Le SNUipp dénonce le manque de remplaçants dans les instances et chaque fois que possible.

Pour information, voici la réponse faire en 2000 par le Ministère de l’Education Nationale à la question de la réglementation de l’accueil des enfants en l’absence de l’enseignant

“Le décret n° 89-122 du 24 février 1989 relatif aux directeurs d’école, prévoit,notamment dans son article 2 que le « directeur d’école prend toute disposition utile pour que l’école assure sa fonction de service public.
A cette fin, il organise l’accueil et la surveillance des élèves et le dialogue avec les familles ». Les écoles maternelles et élémentaires ne disposent pas de personnels administratifs, ouvriers et de service pour assurer la surveillance des élèves,les communes n’étant pas tenues d’assurer l’accueil des élèves. Aussi, en cas d’absence d’un ou de plusieurs enseignants pour raison médicale, il appartient au directeur de rechercher les solutions appropriées pour assurer la garde provisoire des élèves. La participation d’enseignants volontaires, si le remplacement de l’enseignant ne s’avère pas immédiatement possible peut être envisagée. Cependant, il n’est pas fait obligation aux instituteurs non malades d’accueillir les élèves de leurs collègues malades puisqu’ils assurent déjà le service d’enseignement normalement prévu pour les élèves de leur propre classe. Il appartient donc à ces enseignants d’apprécier dans quelles conditions l’accueil des élèves de leurs collègues est compatible avec leur propre service. Toutefois,l’administration de l’éducation nationale s’emploie à tout mettre en œuvre pour assurer une bonne organisation du service de l’enseignement en palliant l’absence d’enseignants malades, en particulier si les absences se prolongent.

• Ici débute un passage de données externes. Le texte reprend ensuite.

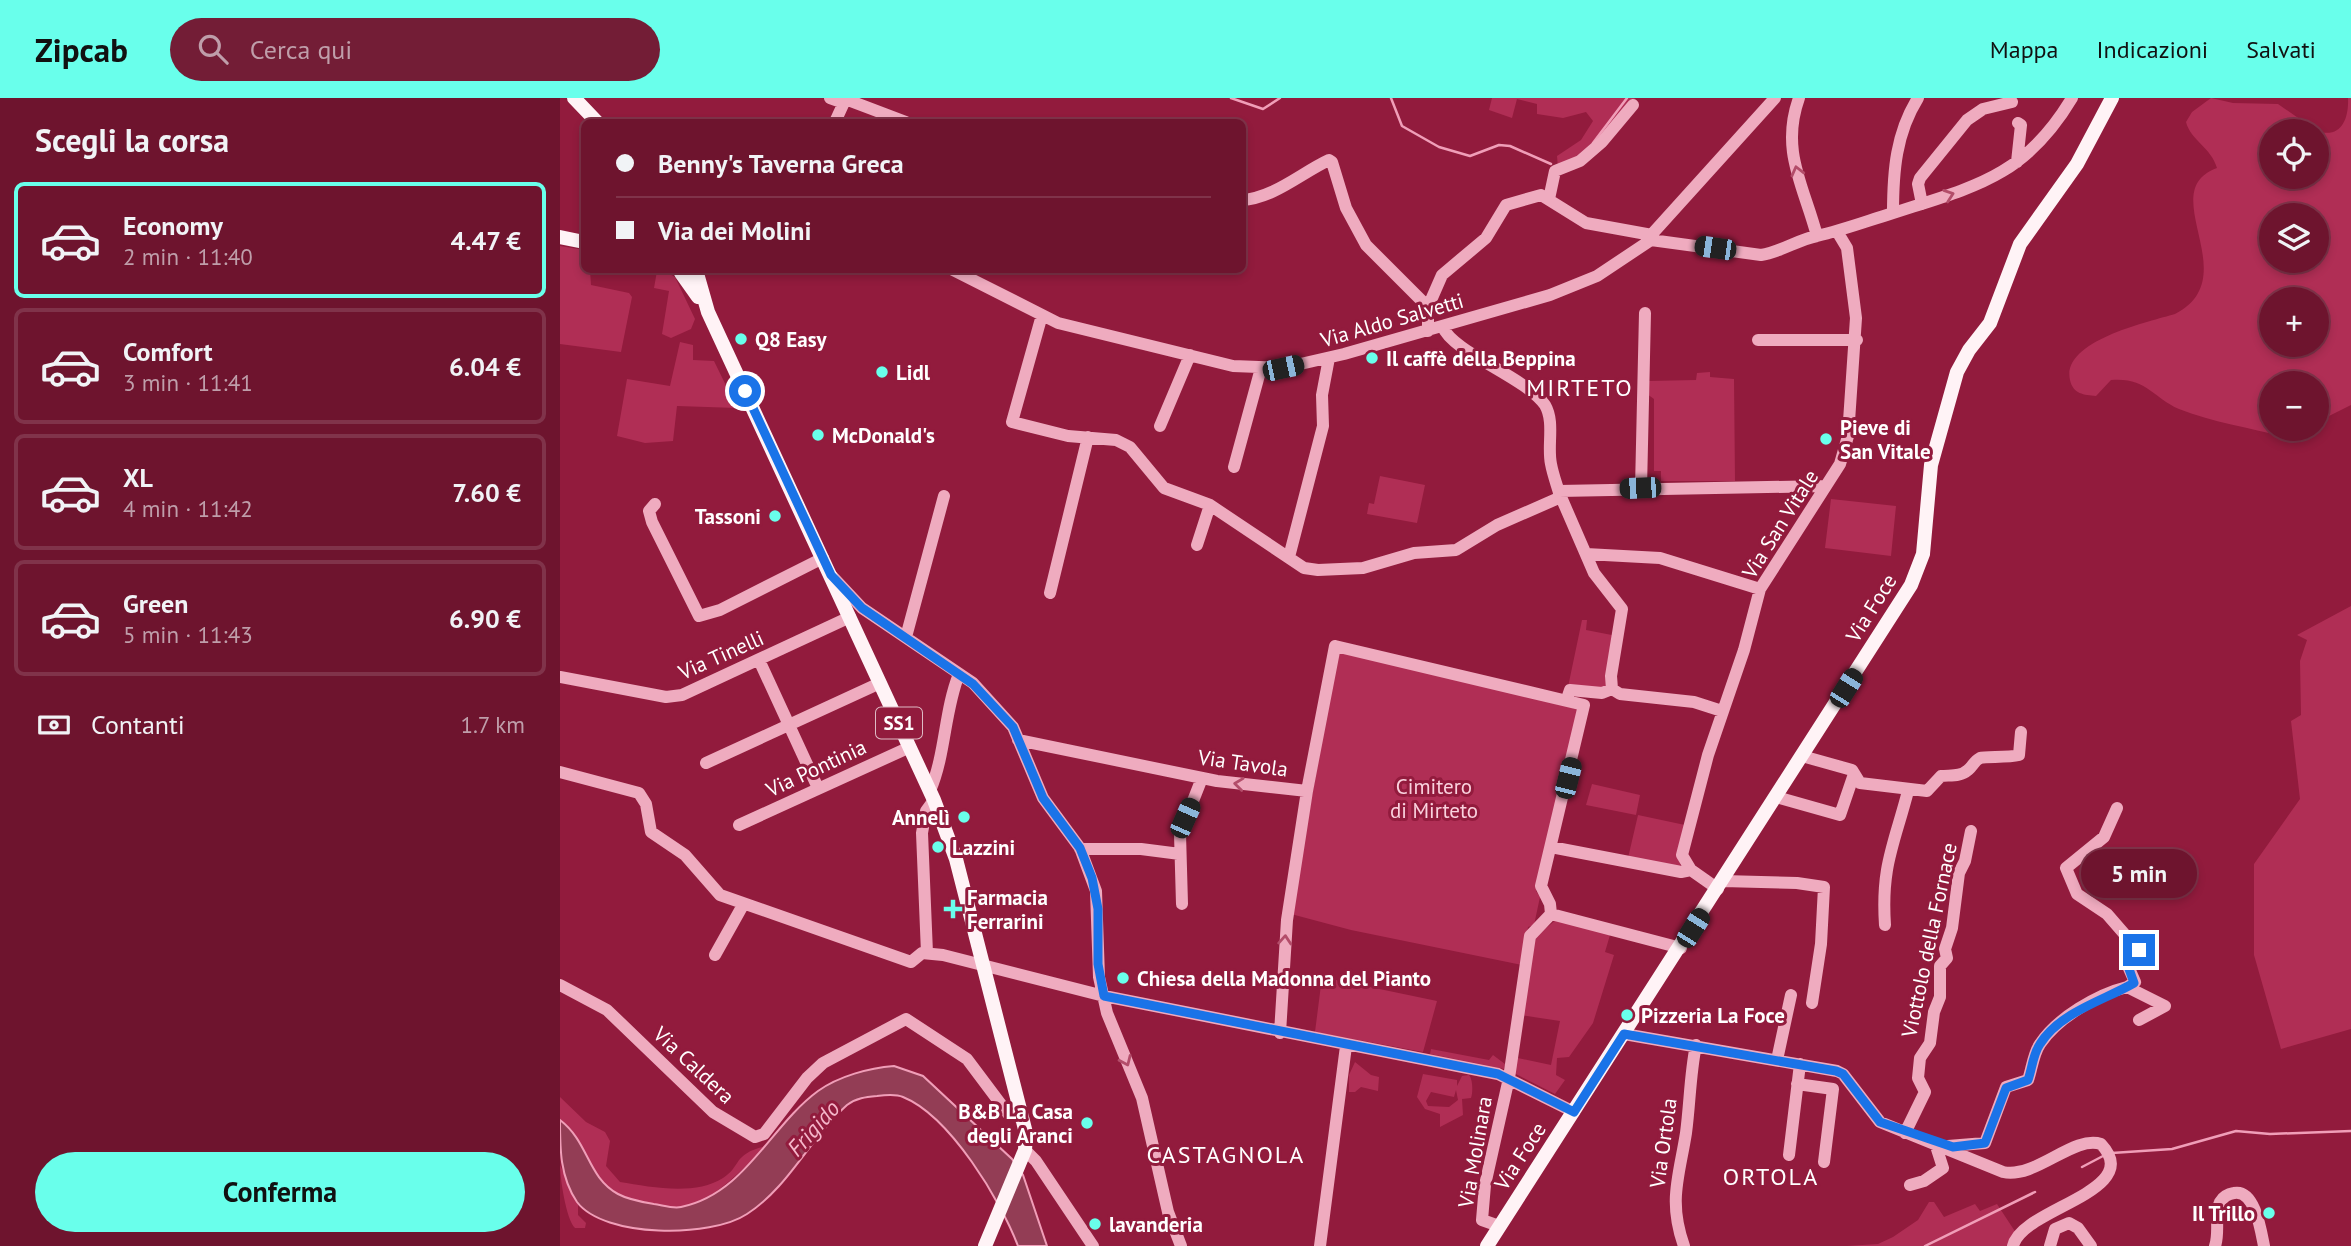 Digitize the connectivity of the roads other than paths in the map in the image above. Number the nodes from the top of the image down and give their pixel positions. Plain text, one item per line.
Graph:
1 (574, 98) edge
2 (830, 98) edge
3 (1775, 98) edge
4 (1799, 98) edge
5 (1918, 98) edge
6 (2072, 98) edge
7 (2112, 98) edge
8 (845, 100) edge
9 (2012, 102) dead end
10 (1633, 104) dead end
11 (594, 119) edge
12 (836, 119) edge
13 (898, 119) edge
14 (2018, 123) dead end
15 (2017, 162) junction
16 (1246, 199) edge
17 (1549, 199) junction
18 (1922, 204) junction
19 (1893, 213) junction
20 (1838, 233) junction
21 (1817, 236) junction
22 (560, 237) edge
23 (1652, 238) junction
24 (581, 241) edge
25 (687, 273) edge
26 (959, 273) edge
27 (1428, 307) junction
28 (1645, 313) dead end
29 (1042, 315) junction
30 (1443, 327) junction
31 (1429, 331) junction
32 (1758, 340) dead end
33 (1857, 340) junction
34 (1190, 355) junction
35 (1329, 358) junction
36 (1261, 369) junction
37 (1160, 426) dead end
38 (1088, 437) junction
39 (1234, 467) dead end
40 (1825, 486) junction
41 (1640, 488) junction
42 (1560, 494) junction
43 (944, 496) dead end
44 (655, 504) dead end
45 (1210, 505) junction
46 (1197, 545) dead end
47 (1586, 554) junction
48 (1289, 557) junction
49 (823, 558) junction
50 (831, 575) junction
51 (1760, 589) junction
52 (1050, 593) dead end
53 (850, 617) junction
54 (906, 637) junction
55 (759, 660) junction
56 (959, 674) junction
57 (560, 677) edge
58 (880, 683) junction
59 (1612, 690) junction
60 (1567, 699) junction
61 (1722, 711) junction
62 (789, 725) junction
63 (2021, 732) dead end
64 (1018, 740) junction
65 (910, 747) junction
66 (1802, 756) junction
67 (706, 763) dead end
68 (560, 772) edge
69 (1854, 774) junction
70 (1202, 778) junction
71 (818, 788) junction
72 (1908, 791) junction
73 (1307, 792) junction
74 (932, 796) junction
75 (1776, 797) junction
76 (2117, 808) dead end
77 (739, 825) dead end
78 (1971, 831) dead end
79 (1552, 847) junction
80 (1080, 849) junction
81 (1180, 854) junction
82 (1691, 870) junction
83 (1720, 885) junction
84 (1182, 904) dead end
85 (743, 905) junction
86 (1551, 914) junction
87 (1885, 925) dead end
88 (1681, 947) junction
89 (927, 953) junction
90 (715, 955) dead end
91 (983, 965) junction
92 (560, 985) edge
93 (2127, 986) junction
94 (1791, 995) dead end
95 (1104, 996) junction
96 (1812, 1003) dead end
97 (2138, 1020) dead end
98 (1280, 1033) junction
99 (1624, 1034) junction
100 (1346, 1045) junction
101 (1696, 1045) junction
102 (1777, 1060) junction
103 (1800, 1064) junction
104 (1508, 1078) junction
105 (1797, 1084) junction
106 (1574, 1112) junction
107 (1022, 1117) junction
108 (1905, 1133) junction
109 (1935, 1143) junction
110 (1024, 1152) junction
111 (1789, 1154) dead end
112 (1824, 1162) dead end
113 (1910, 1185) dead end
114 (1499, 1226) junction
115 (985, 1246) edge
116 (1093, 1246) edge
117 (1181, 1246) edge
118 (1320, 1246) edge
119 (1487, 1246) edge
120 (1684, 1246) edge
121 (2013, 1246) edge
122 (2050, 1246) edge
123 (2091, 1246) edge
124 (2215, 1246) edge
125 (2264, 1246) edge

1 - 11 main road
2 - 8 street
3 - 23 street, Via Aldo Salvetti
21 -> 4 street
5 - 19 street
6 - 15 street
7 - 66 main road, Via Foce
8 - 12 street
8 - 13 street
9 - 18 street
10 - 17 street
14 - 15 street
18 -> 15 street
16 - 27 street
17 - 23 street
17 - 27 street
18 - 19 street
19 - 20 street
20 - 21 street
20 - 33 street, Via San Vitale
21 - 23 street
22 - 24 main road
23 - 30 street, Via Aldo Salvetti
25 - 49 main road, SS1
26 - 29 street, Via Aldo Salvetti
27 - 31 street
28 - 41 street
29 - 34 street, Via Aldo Salvetti
29 - 38 street
30 - 31 street, Via Aldo Salvetti
30 - 42 street
31 - 35 street, Via Aldo Salvetti
32 - 33 street
33 - 40 street, Via San Vitale
34 - 36 street, Via Aldo Salvetti
34 - 37 street
35 - 36 street, Via Aldo Salvetti
35 - 48 street
36 - 39 street
38 - 45 street
38 - 52 street
40 - 41 street
40 - 51 street, Via San Vitale
41 - 42 street
42 - 47 street
42 - 48 street
43 - 54 street
44 - 49 street
45 - 46 street
45 - 48 street
47 - 51 street
47 - 59 street
49 - 50 main road, SS1
50 - 53 main road, SS1
50 - 54 street
51 - 61 street, Via San Vitale
53 - 55 street, Via Tinelli
53 - 58 main road, SS1
54 - 56 street
55 - 57 street, Via Tinelli
55 - 62 street
56 - 64 street
56 - 74 street
58 - 62 street
58 - 65 main road, SS1
59 - 60 street
59 - 61 street
60 - 73 street
60 - 79 street
61 - 82 street, Via San Vitale
62 - 67 street
62 - 71 street
63 - 72 street
64 - 70 street, Via Tavola
64 - 80 street
65 - 71 street, Via Pontinia
65 - 74 main road, SS1
66 - 69 street
66 - 75 main road, Via Foce
68 - 85 street
69 - 72 street
69 - 75 street
73 -> 70 street, Via Tavola
70 - 81 street
71 - 77 street, Via Pontinia
72 - 87 street
98 -> 73 street, Via Tavola
74 - 89 street
74 - 91 main road, SS1
75 - 83 main road, Via Foce
76 - 93 street
78 - 108 street, Viottolo della Fornace
79 - 82 street
79 - 86 street
80 - 81 street
80 - 95 street
81 - 84 street
82 - 83 street
83 - 88 main road, Via Foce
83 - 96 street
85 - 89 street
85 - 90 street
86 - 88 street
86 - 104 street, Via Molinara
88 - 99 main road, Via Foce
89 - 91 street
91 - 95 street
91 - 107 main road, SS1
92 - 107 street, Via Caldera
93 - 97 street
93 - 109 street
94 - 102 street
95 - 98 street
95 -> 117 street
98 - 100 street
99 - 101 street
99 - 106 main road, Via Foce
100 - 104 street
100 - 118 street
101 - 102 street
101 - 120 street, Via Ortola
102 - 103 street
103 - 105 street
103 - 108 street
104 - 106 street
104 - 114 street, Via Molinara
105 - 111 street
105 - 112 street
106 - 114 main road, Via Foce
107 - 110 main road, SS1
108 - 109 street
109 - 113 street
109 - 121 street
110 - 115 main road
110 - 116 street
114 - 119 main road, Via Foce
122 - 123 street
124 - 125 street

Consigne syndicale en cas de non-remplacement d’un ou plusieurs collègues

  1. Informer l’IEN, les parents, ainsi que le SNUipp de la situation.
  2. Distribuer une lettre aux parents après avoir défini localement, selon les circonstances, le délai de renvoi des élèves (2e jour ? 3e jour ? ).
  3. Prévenir l’IEN, le DASEN, le Maire de la commune
  4. Associer les parents à l’action (En amont, délibération en conseil d’école). Leur proposer de contacter l’IEN, le DASEN et le Maire, de prévenir la presse
  5. Informer le SNUipp de l’évolution de la situation

En pièces jointes, des modèles de lettres sont proposés

Consigne de renvoi des élèves :

L’observation de cette consigne nécessite quelques conditions pour ne pas vous mettre en faute :

  •  Le mot aux parents doit être signé. Vous devez vous assurer qu’ils sont prévenus de l’absence du collègue.
  •  Si un enfant de la classe concernée se présente à l’école, vous êtes obligés de l’accueillir.
  •  Vous demandez aux parents de bien vouloir participer à votre protestation, mais en aucun cas vous ne pouvez les obliger à garder leur enfant à la maison. Vous pouvez vous assurer du soutien des parents d’élèves lors du prochain conseil d’école en mettant ce sujet à l’ordre du jour.

Nous rappelons aussi l’importance des relations entretenues avec les familles sur un sujet qui les touche autant : cette action n’est pas dirigée contre les familles, qui au contraire doivent en être partie prenante. Les parents doivent être associés à l’action et à sa mise en œuvre. il faut échanger avec les parents sur le problème du remplacement et leur proposer des outils.